▶ **BRIEF**
Transcribe every entry below word for word, but skip the pictures.

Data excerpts
* * *

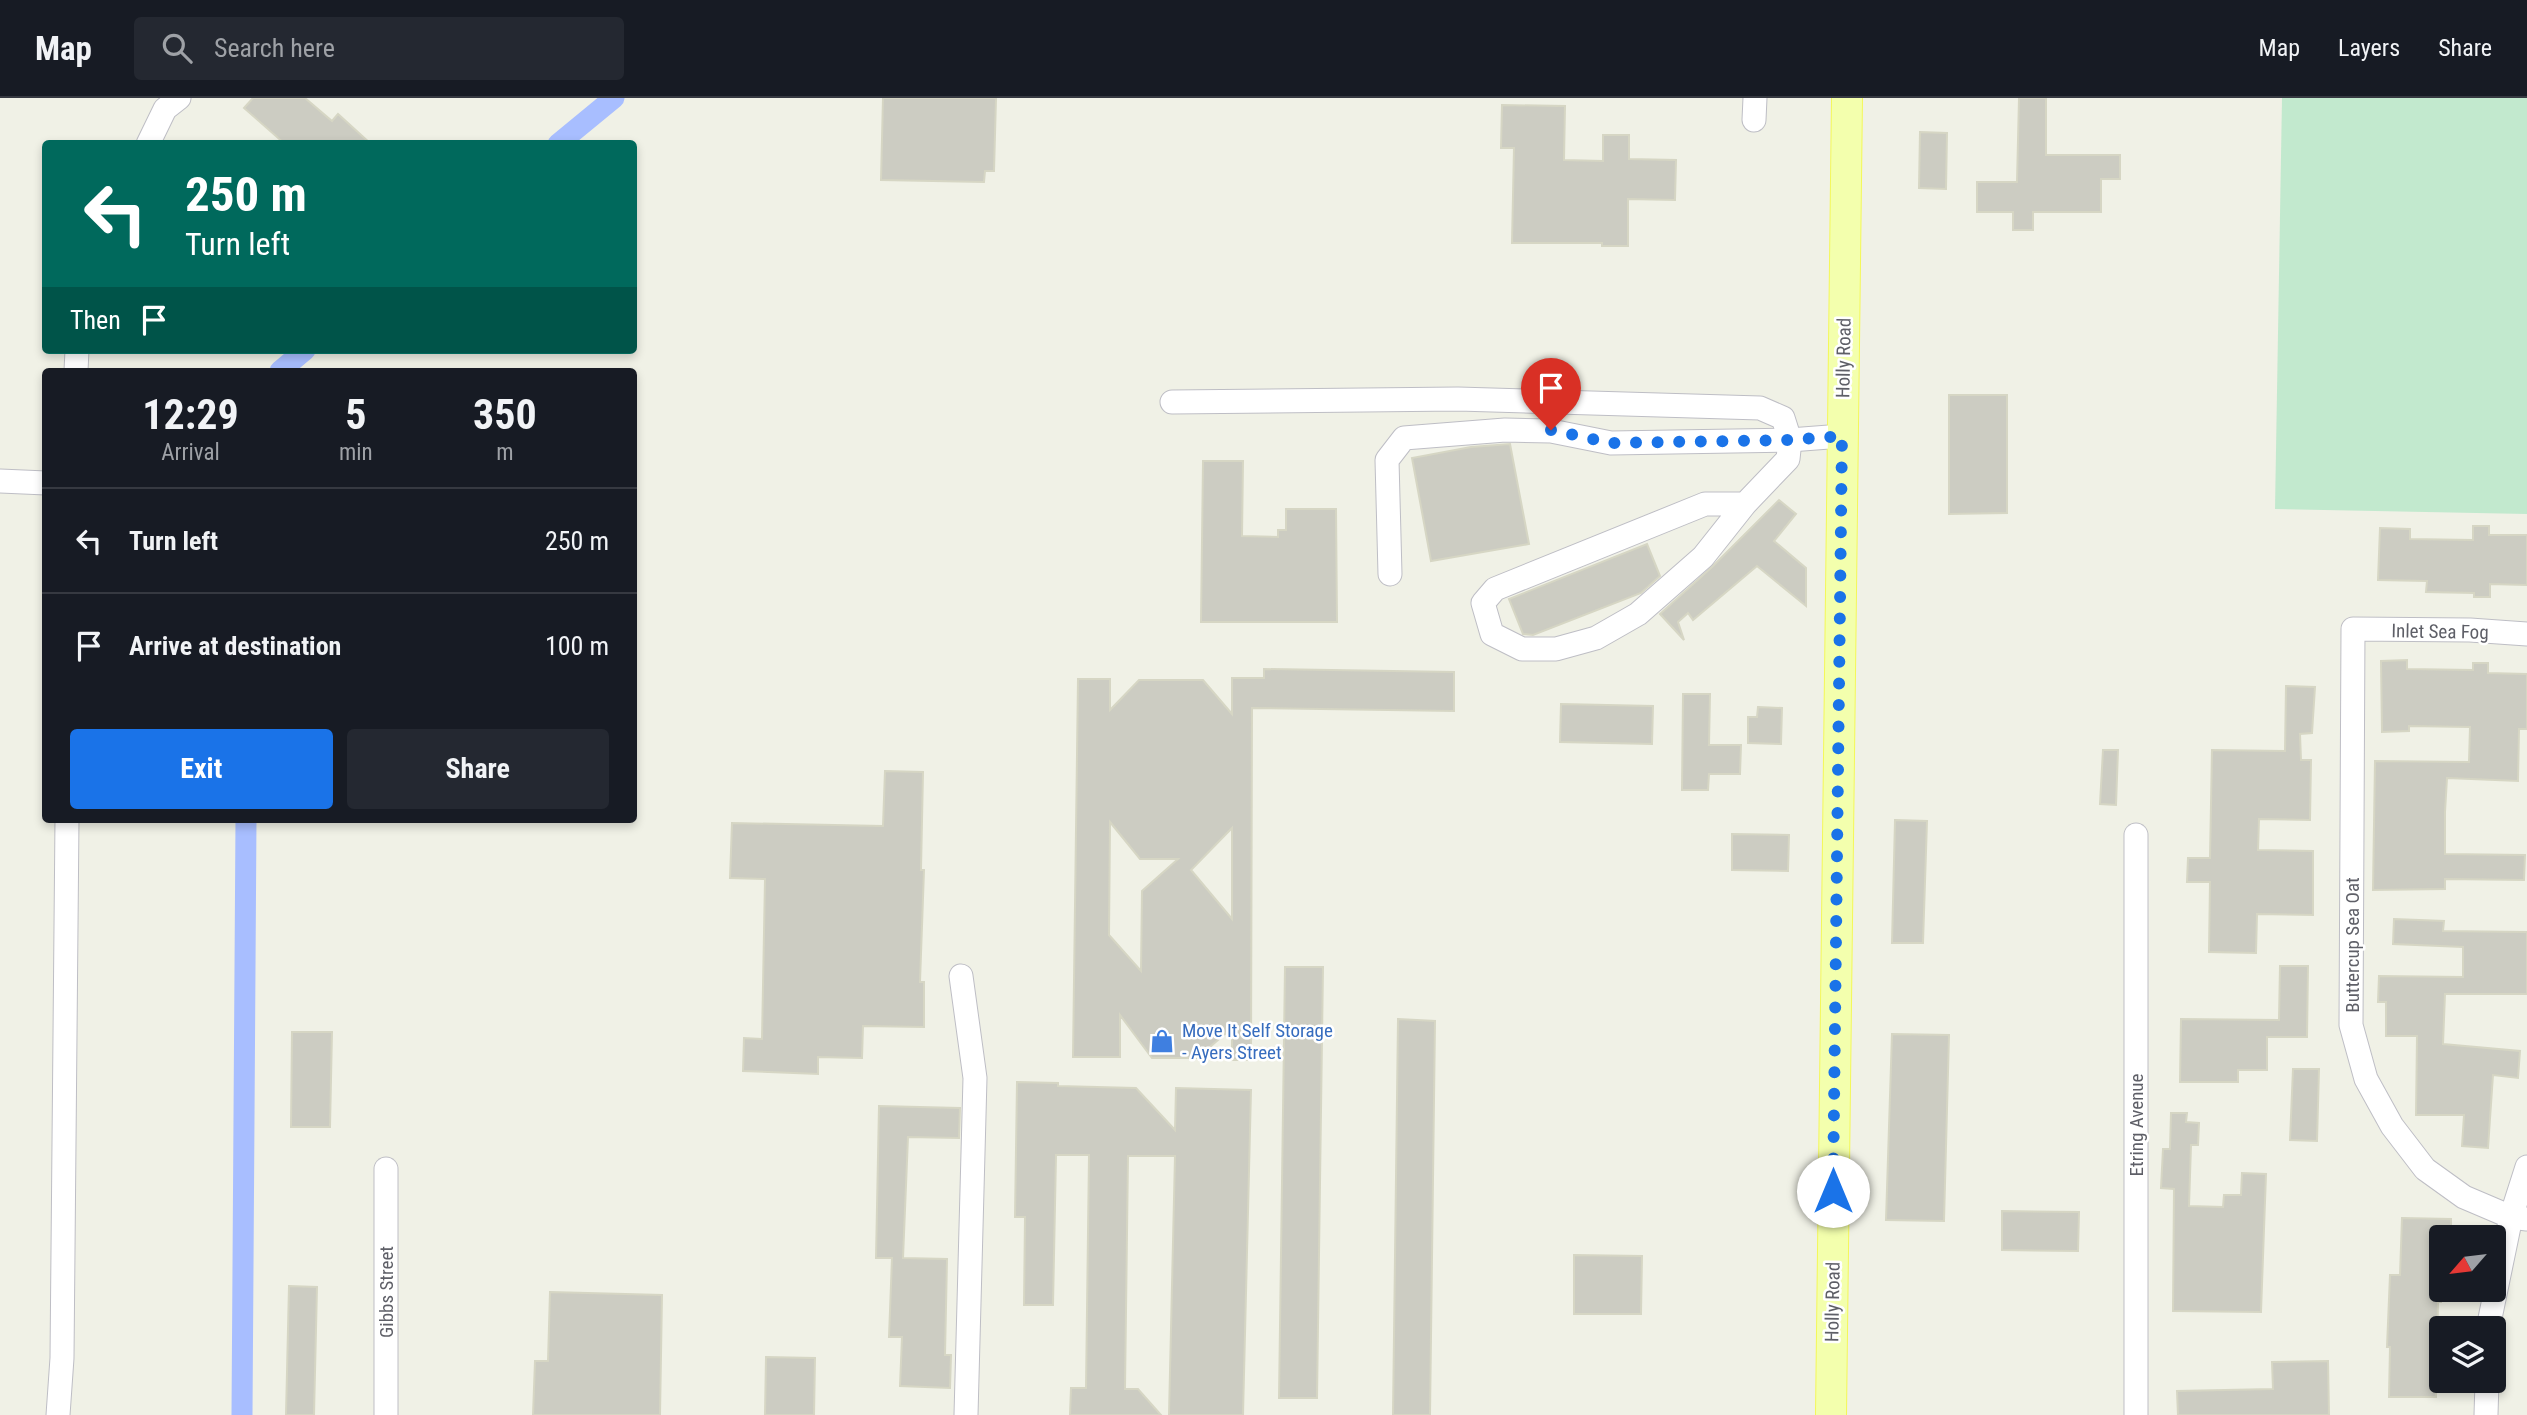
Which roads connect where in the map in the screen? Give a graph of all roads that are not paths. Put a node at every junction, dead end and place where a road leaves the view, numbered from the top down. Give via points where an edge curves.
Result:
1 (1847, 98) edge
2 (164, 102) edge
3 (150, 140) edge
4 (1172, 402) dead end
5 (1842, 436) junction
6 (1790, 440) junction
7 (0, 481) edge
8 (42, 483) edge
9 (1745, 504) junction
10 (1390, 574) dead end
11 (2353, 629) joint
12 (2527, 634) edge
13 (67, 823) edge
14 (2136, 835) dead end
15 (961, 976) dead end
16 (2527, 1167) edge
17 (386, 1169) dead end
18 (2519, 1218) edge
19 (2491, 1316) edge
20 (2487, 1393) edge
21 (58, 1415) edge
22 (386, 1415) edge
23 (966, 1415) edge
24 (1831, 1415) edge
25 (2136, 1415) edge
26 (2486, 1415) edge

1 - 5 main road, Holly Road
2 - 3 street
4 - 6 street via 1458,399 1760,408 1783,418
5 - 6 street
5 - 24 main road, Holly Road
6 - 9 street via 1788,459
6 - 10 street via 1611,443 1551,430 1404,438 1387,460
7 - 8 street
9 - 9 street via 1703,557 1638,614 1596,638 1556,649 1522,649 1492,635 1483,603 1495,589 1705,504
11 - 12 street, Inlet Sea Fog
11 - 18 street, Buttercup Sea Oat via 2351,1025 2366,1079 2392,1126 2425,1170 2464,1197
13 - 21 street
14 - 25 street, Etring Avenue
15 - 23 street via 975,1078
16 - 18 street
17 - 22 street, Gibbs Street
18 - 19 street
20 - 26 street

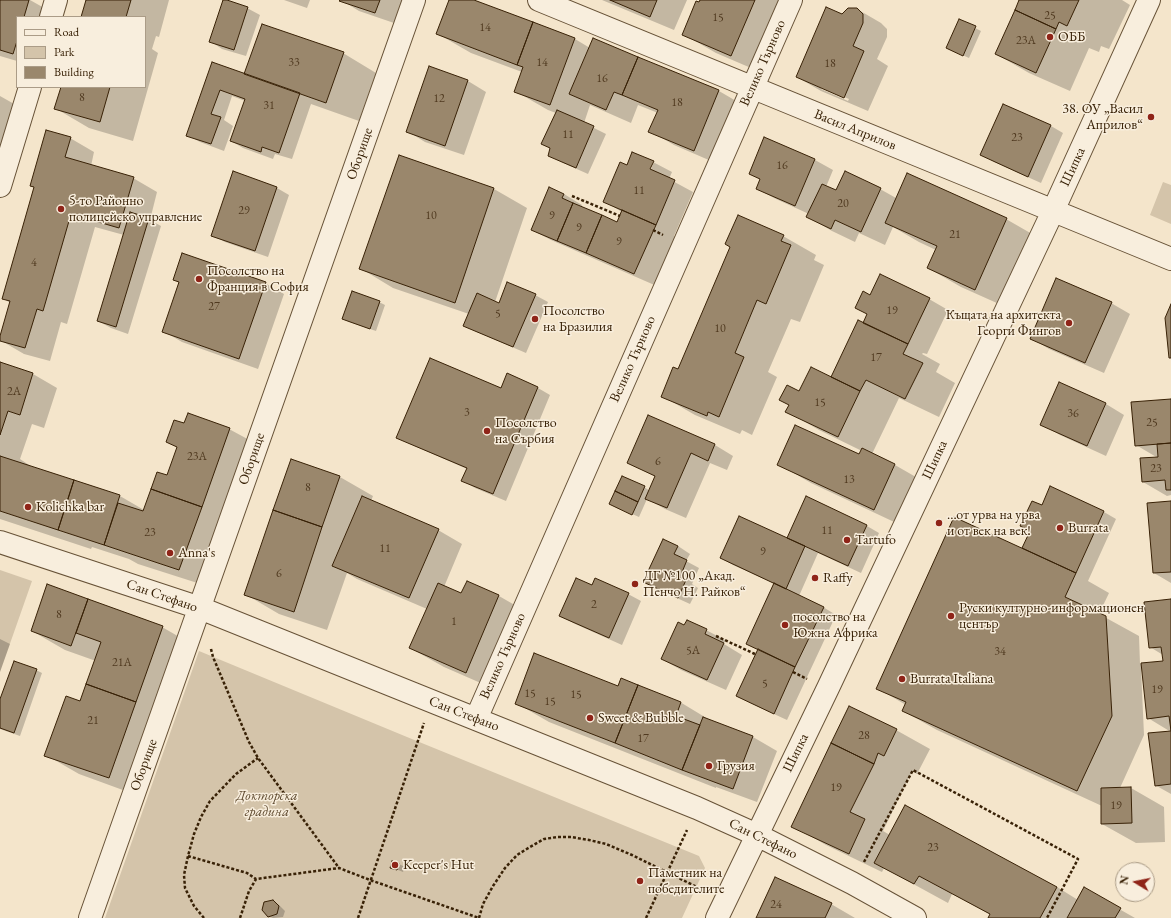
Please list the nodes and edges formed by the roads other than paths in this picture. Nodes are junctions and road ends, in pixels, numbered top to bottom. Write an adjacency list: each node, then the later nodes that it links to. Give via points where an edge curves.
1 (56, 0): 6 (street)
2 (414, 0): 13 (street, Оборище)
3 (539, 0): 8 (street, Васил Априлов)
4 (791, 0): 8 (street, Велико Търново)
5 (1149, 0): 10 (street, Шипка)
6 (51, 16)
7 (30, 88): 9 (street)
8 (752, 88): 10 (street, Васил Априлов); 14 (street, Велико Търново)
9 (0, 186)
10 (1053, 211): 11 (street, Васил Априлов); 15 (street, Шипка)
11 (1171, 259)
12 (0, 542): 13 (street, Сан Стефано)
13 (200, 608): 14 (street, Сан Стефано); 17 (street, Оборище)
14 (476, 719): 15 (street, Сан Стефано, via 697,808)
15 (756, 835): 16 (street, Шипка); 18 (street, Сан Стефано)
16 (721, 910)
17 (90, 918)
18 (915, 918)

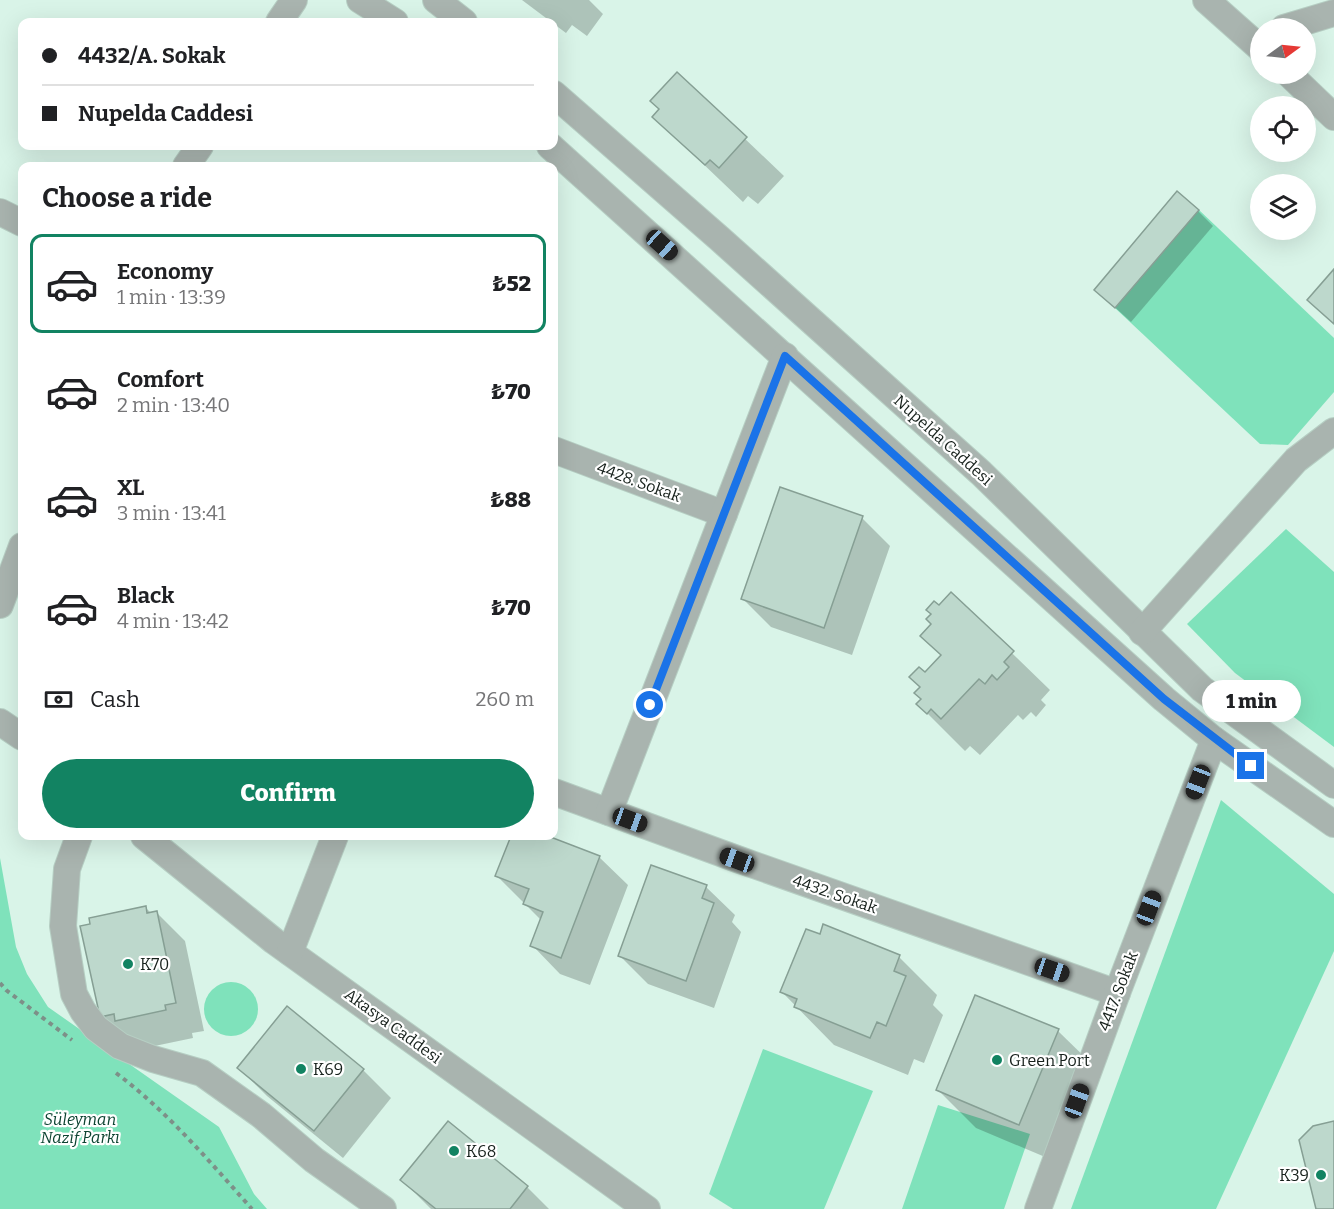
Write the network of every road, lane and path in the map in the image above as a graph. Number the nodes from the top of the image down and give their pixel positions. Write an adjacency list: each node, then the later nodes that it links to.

* * *

▶ **RESPONSE AREA**
Which roads connect where in the map in the screen? Give a graph of all roads that are not paths. Put a node at every junction, dead end and place where a road leaves the view, numbered from the top down. Give via points where an edge curves.
Result:
1 (1847, 98) edge
2 (164, 102) edge
3 (150, 140) edge
4 (1172, 402) dead end
5 (1842, 436) junction
6 (1790, 440) junction
7 (0, 481) edge
8 (42, 483) edge
9 (1745, 504) junction
10 (1390, 574) dead end
11 (2353, 629) joint
12 (2527, 634) edge
13 (67, 823) edge
14 (2136, 835) dead end
15 (961, 976) dead end
16 (2527, 1167) edge
17 (386, 1169) dead end
18 (2519, 1218) edge
19 (2491, 1316) edge
20 (2487, 1393) edge
21 (58, 1415) edge
22 (386, 1415) edge
23 (966, 1415) edge
24 (1831, 1415) edge
25 (2136, 1415) edge
26 (2486, 1415) edge

1 - 5 main road, Holly Road
2 - 3 street
4 - 6 street via 1458,399 1760,408 1783,418
5 - 6 street
5 - 24 main road, Holly Road
6 - 9 street via 1788,459
6 - 10 street via 1611,443 1551,430 1404,438 1387,460
7 - 8 street
9 - 9 street via 1703,557 1638,614 1596,638 1556,649 1522,649 1492,635 1483,603 1495,589 1705,504
11 - 12 street, Inlet Sea Fog
11 - 18 street, Buttercup Sea Oat via 2351,1025 2366,1079 2392,1126 2425,1170 2464,1197
13 - 21 street
14 - 25 street, Etring Avenue
15 - 23 street via 975,1078
16 - 18 street
17 - 22 street, Gibbs Street
18 - 19 street
20 - 26 street

Please list the nodes and edges formed by the roads other than paths in this picture. Nodes are junctions and road ends, in pixels, numbered top to bottom. Write an adjacency list: each node, then the later nodes that it links to. Give via points where an edge curves.
1 (56, 0): 6 (street)
2 (414, 0): 13 (street, Оборище)
3 (539, 0): 8 (street, Васил Априлов)
4 (791, 0): 8 (street, Велико Търново)
5 (1149, 0): 10 (street, Шипка)
6 (51, 16)
7 (30, 88): 9 (street)
8 (752, 88): 10 (street, Васил Априлов); 14 (street, Велико Търново)
9 (0, 186)
10 (1053, 211): 11 (street, Васил Априлов); 15 (street, Шипка)
11 (1171, 259)
12 (0, 542): 13 (street, Сан Стефано)
13 (200, 608): 14 (street, Сан Стефано); 17 (street, Оборище)
14 (476, 719): 15 (street, Сан Стефано, via 697,808)
15 (756, 835): 16 (street, Шипка); 18 (street, Сан Стефано)
16 (721, 910)
17 (90, 918)
18 (915, 918)

Write the network of every road, lane and path in the map in the image above as a graph. Number the nodes from the top of the image down and give their pixel positions. Write an adjacency list: each node, then the later nodes that it links to.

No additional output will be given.